Every fourth of July my family gets a cabin up north in Minnesota. About 15 of us all stay in a big house, eat more food than we probably should, hang out at the lake, and play buck euchre.
For almost two decades, my family has followed this tradition and it has always been one of the happiest and looked-forwarded too events of my summers. Simple living. This gathering also serves as a remembrance for my Uncle, Todd, who passed away 17 years ago when I was 12. Even if we don’t always talk about him at this point in our lives, his memory is still with us all. I can’t help but think about how nice it would be to know him as an adult myself.
This fourth of July celebration is one of the few times every year where we all join as a family to spend time together. It is probably the most significant gathering as it lasts multiple days. Everyone shows up ready to kick up their feet and take advantage of the Minnesota summer sun. The magic of a Minnesota summer at the cabin is always on full display. Even though it has been unbearably hot lately, getting to walk around the trees and water is about as peaceful as life gets.
This year marked the first year I was able to attend a July Fourth get-together since 2019. For all the reasons above, I was always disappointed in my inability to show up over the past five summers. I missed out on a lot of family time. Changes in life are accelerated with each missed opportunity to share stories in person.

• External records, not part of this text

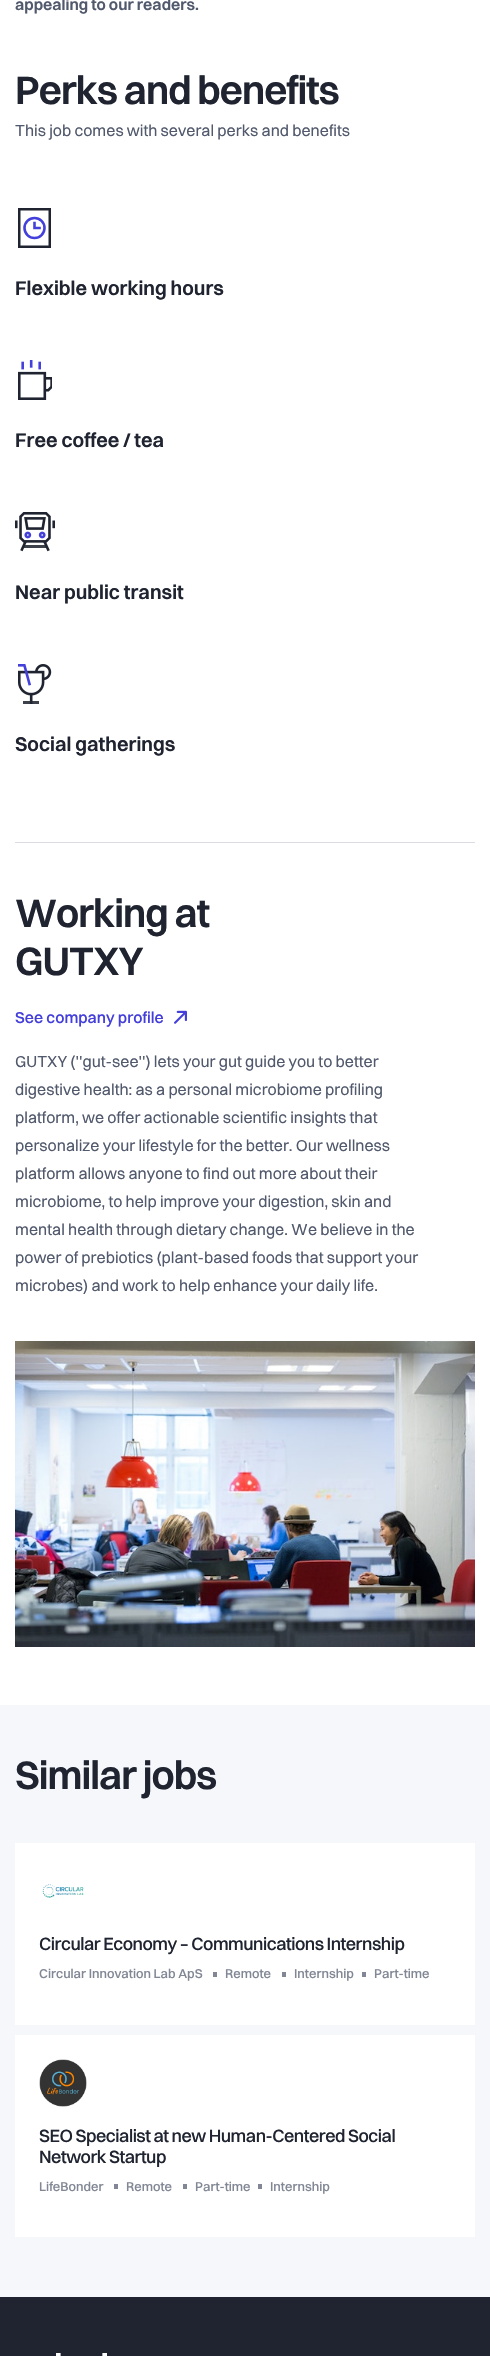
void draw(SkCanvas* canvas) {
    SkPaint paint;
    paint.setAntiAlias(true);
    auto face = [&](const char* family, int weight, float size, bool italic = false) {
        SkFontStyle style(weight, SkFontStyle::kNormal_Width,
            italic ? SkFontStyle::kItalic_Slant : SkFontStyle::kUpright_Slant);
        SkFont result(fontMgr->matchFamilyStyle(family, style), size);
        result.setSubpixel(true);
        return result;
    };
    auto write = [&](const char* s, float x, float y, const SkFont& font, SkColor color) {
        SkPaint ink(SkColor4f::FromColor(color));
        ink.setAntiAlias(true);
        canvas->drawString(s, x, y, font, ink);
    };
    auto writeSpaced = [&](const char* s, float x, float y, const SkFont& font, const SkPaint& ink, float letter, float word) {
        std::vector<SkGlyphID> glyphs(font.countText(s, strlen(s), SkTextEncoding::kUTF8));
        std::vector<float> xs(glyphs.size());
        font.textToGlyphs(s, strlen(s), SkTextEncoding::kUTF8, glyphs);
        font.getXPos(glyphs, xs, x);
        float extra = 0;
        for (size_t i = 0; i < glyphs.size(); i++) {
            xs[i] += extra;
            extra += letter + word * (glyphs[i] == font.unicharToGlyph(' '));
        }
        canvas->drawTextBlob(SkTextBlob::MakeFromPosHGlyphs(glyphs, xs, y, font), 0, 0, ink);
    };
    auto block = [&](float x, float y, float w, float h, SkColor color) {
        SkPaint ink(SkColor4f::FromColor(color));
        ink.setAntiAlias(true);
        canvas->drawRect(SkRect::MakeXYWH(x, y, w, h), ink);
    };
    auto paste = [&](const char* path, float x, float y, float w, float h) {
        auto image = SkImages::DeferredFromEncodedData(SkData::MakeFromFileName(path));
        canvas->drawImageRect(image, SkRect::MakeXYWH(x, y, w, h), SkSamplingOptions());
    };
    canvas->clear(SK_ColorWHITE);
    auto kFont1 = face("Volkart", 400, 16);
    write("appealing to our readers.", 15, 10, kFont1, SkColorSetRGB(81, 89, 108));
    auto kFont2 = face("Volkart", 400, 40);
    paint.setColor(SkColorSetRGB(31, 36, 48));
    writeSpaced("Perks and benefits", 15, 104, kFont2, paint, -1, 0);
    auto kFont3 = face("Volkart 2", 400, 16);
    write("This job comes with several perks and benefits", 15, 136, kFont3, SkColorSetRGB(81, 89, 108));
    paint.setStyle(SkPaint::kStroke_Style);
    paint.setStrokeWidth(2.5f);
    canvas->drawRect(SkRect::MakeXYWH(19.25f, 209.25f, 30.5f, 37.5f), paint);
    paint.setStrokeWidth(2.6f);
    paint.setStrokeCap(SkPaint::kSquare_Cap);
    paint.setColor(SkColorSetRGB(68, 64, 219));
    canvas->drawPath(SkPathBuilder().moveTo(34.5f, 223).lineTo(34.5f, 228).lineTo(39.5f, 228).detach(), paint);
    paint.setStrokeCap(SkPaint::kButt_Cap);
    canvas->drawCircle(34.5f, 228, 10, paint);
    auto kFont4 = face("Volkart", 400, 20);
    write("Flexible working hours", 15, 295, kFont4, SkColorSetRGB(31, 36, 48));
    paste("pic1.png", 18, 360, 34, 40);
    write("Free coffee / tea", 15, 447, kFont4, SkColorSetRGB(31, 36, 48));
    paste("pic2.png", 15, 512, 40, 40);
    write("Near public transit", 15, 599, kFont4, SkColorSetRGB(31, 36, 48));
    paste("pic3.png", 18, 664, 34, 40);
    write("Social gatherings", 15, 751, kFont4, SkColorSetRGB(31, 36, 48));
    block(15, 842, 460, 1, SkColorSetRGB(218, 220, 225));
    paint.setStyle(SkPaint::kFill_Style);
    paint.setColor(SkColorSetRGB(31, 36, 48));
    writeSpaced("Working at", 15, 927, kFont2, paint, -1, 0);
    writeSpaced("GUTXY", 15, 975, kFont2, paint, -1, 0);
    auto kFont5 = face("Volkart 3", 400, 16);
    write("See company profile", 15, 1023, kFont5, SkColorSetRGB(68, 63, 219));
    paste("pic4.png", 174, 1010, 13, 14);
    write("GUTXY (''gut-see'') lets your gut guide you to better", 15, 1067, kFont3, SkColorSetRGB(81, 89, 108));
    write("digestive health: as a personal microbiome profiling", 15, 1095, kFont3, SkColorSetRGB(81, 89, 108));
    write("platform, we offer actionable scientific insights that", 15, 1123, kFont3, SkColorSetRGB(81, 89, 108));
    write("personalize your lifestyle for the better. Our wellness", 15, 1151, kFont3, SkColorSetRGB(81, 89, 108));
    write("platform allows anyone to find out more about their", 15, 1179, kFont3, SkColorSetRGB(81, 89, 108));
    write("microbiome, to help improve your digestion, skin and", 15, 1207, kFont3, SkColorSetRGB(81, 89, 108));
    write("mental health through dietary change. We believe in the", 15, 1235, kFont3, SkColorSetRGB(81, 89, 108));
    write("power of prebiotics (plant-based foods that support your", 15, 1263, kFont3, SkColorSetRGB(81, 89, 108));
    write("microbes) and work to help enhance your daily life.", 15, 1291, kFont3, SkColorSetRGB(81, 89, 108));
    paste("pic5.png", 15, 1341, 460, 306);
    block(0, 1705, 490, 592, SkColorSetRGB(245, 247, 250));
    writeSpaced("Similar jobs", 15, 1789, kFont2, paint, -1, 0);
    block(15, 1843, 460, 182, SK_ColorWHITE);
    paste("pic6.png", 42, 1884, 42, 14);
    auto kFont6 = face("Volkart 3", 400, 18);
    writeSpaced("Circular Economy – Communications Internship", 39, 1950, kFont6, paint, -0.5f, 0);
    auto kFont7 = face("Volkart 3", 400, 13);
    write("Circular Innovation Lab ApS", 39, 1978, kFont7, SkColorSetRGB(129, 135, 149));
    block(213, 1972, 4, 5, SkColorSetRGB(129, 135, 149));
    write("Remote", 225, 1978, kFont7, SkColorSetRGB(129, 135, 149));
    block(282, 1972, 4, 5, SkColorSetRGB(129, 135, 149));
    write("Internship", 294, 1978, kFont7, SkColorSetRGB(129, 135, 149));
    block(362, 1972, 4, 5, SkColorSetRGB(129, 135, 149));
    write("Part-time", 374, 1978, kFont7, SkColorSetRGB(129, 135, 149));
    block(15, 2035, 460, 202, SK_ColorWHITE);
    paste("pic7.png", 39, 2059, 48, 48);
    writeSpaced("SEO Specialist at new Human-Centered Social", 39, 2142, kFont6, paint, -0.5f, 0);
    writeSpaced("Network Startup", 39, 2163, kFont6, paint, -0.5f, 0);
    write("LifeBonder", 39, 2191, kFont7, SkColorSetRGB(129, 135, 149));
    block(114, 2184, 4, 5, SkColorSetRGB(129, 135, 149));
    write("Remote", 126, 2191, kFont7, SkColorSetRGB(129, 135, 149));
    block(183, 2184, 4, 5, SkColorSetRGB(129, 135, 149));
    write("Part-time", 195, 2191, kFont7, SkColorSetRGB(129, 135, 149));
    block(258, 2184, 4, 5, SkColorSetRGB(129, 135, 149));
    write("Internship", 270, 2191, kFont7, SkColorSetRGB(129, 135, 149));
    block(0, 2297, 490, 59, SkColorSetRGB(31, 36, 48));
    paste("pic8.png", 56, 2353, 51, 3);
}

So, as I transition out of the Navy this summer, I am deliberately trying to slow down the rate of divergence in my relationships. Six years seemingly disappears in the blink of an eye yet I know I have missed out on a lot in the lives of family and friends. Baseball games, weddings, holidays, music performances, etc. It is impossible to quantify the exact amount of time and connection – the opportunity-relationship-cost – that I have lost. I don’t regret my decisions in life at all, but I would be lying if I said these thoughts didn’t weigh heavy at times.
I got to spend time with Lilly’s family and my family this year over the holiday. The weekend was filled with so many small moments of love and connection like cruising around the lake on the pontoon, watching Lilly beat me, my uncle, and father at buck euchre, and sitting in the porch talking. These are the simple moments where I always want to be present in the future. I want to be present as a son, nephew, cousin, and sibling. I want to forge relationships and connections with my family and friends that have consistency and depth. This is easy to wish for, much more difficult to pursue in reality. It is easy to get swept away in the river of life and forget that simple moments with people I am close to are most important.
Overall, I still feel such a strong connection with my friends and family back in Minnesota and the midwest in general. Minnesota will always be my home. I have been away from home for a long time and I am ready to be back. Well technically, I am in Chicago. But that is much closer than San Diego. I feel an urge to make up for time that I lost while I was in the Navy. I am just tired of saying “no” to things and missing out on moments in life.
There was a beautiful moment this weekend where I looked out into the porch from inside our cabin and saw my mother, aunt, and grandmother talking together. It is crazy how much life these three people have lived together. Yet they still sit, puzzle, talk, and laugh for hours. And I am sure Uncle Todd is looking down at them smiling, joining in with their laughter.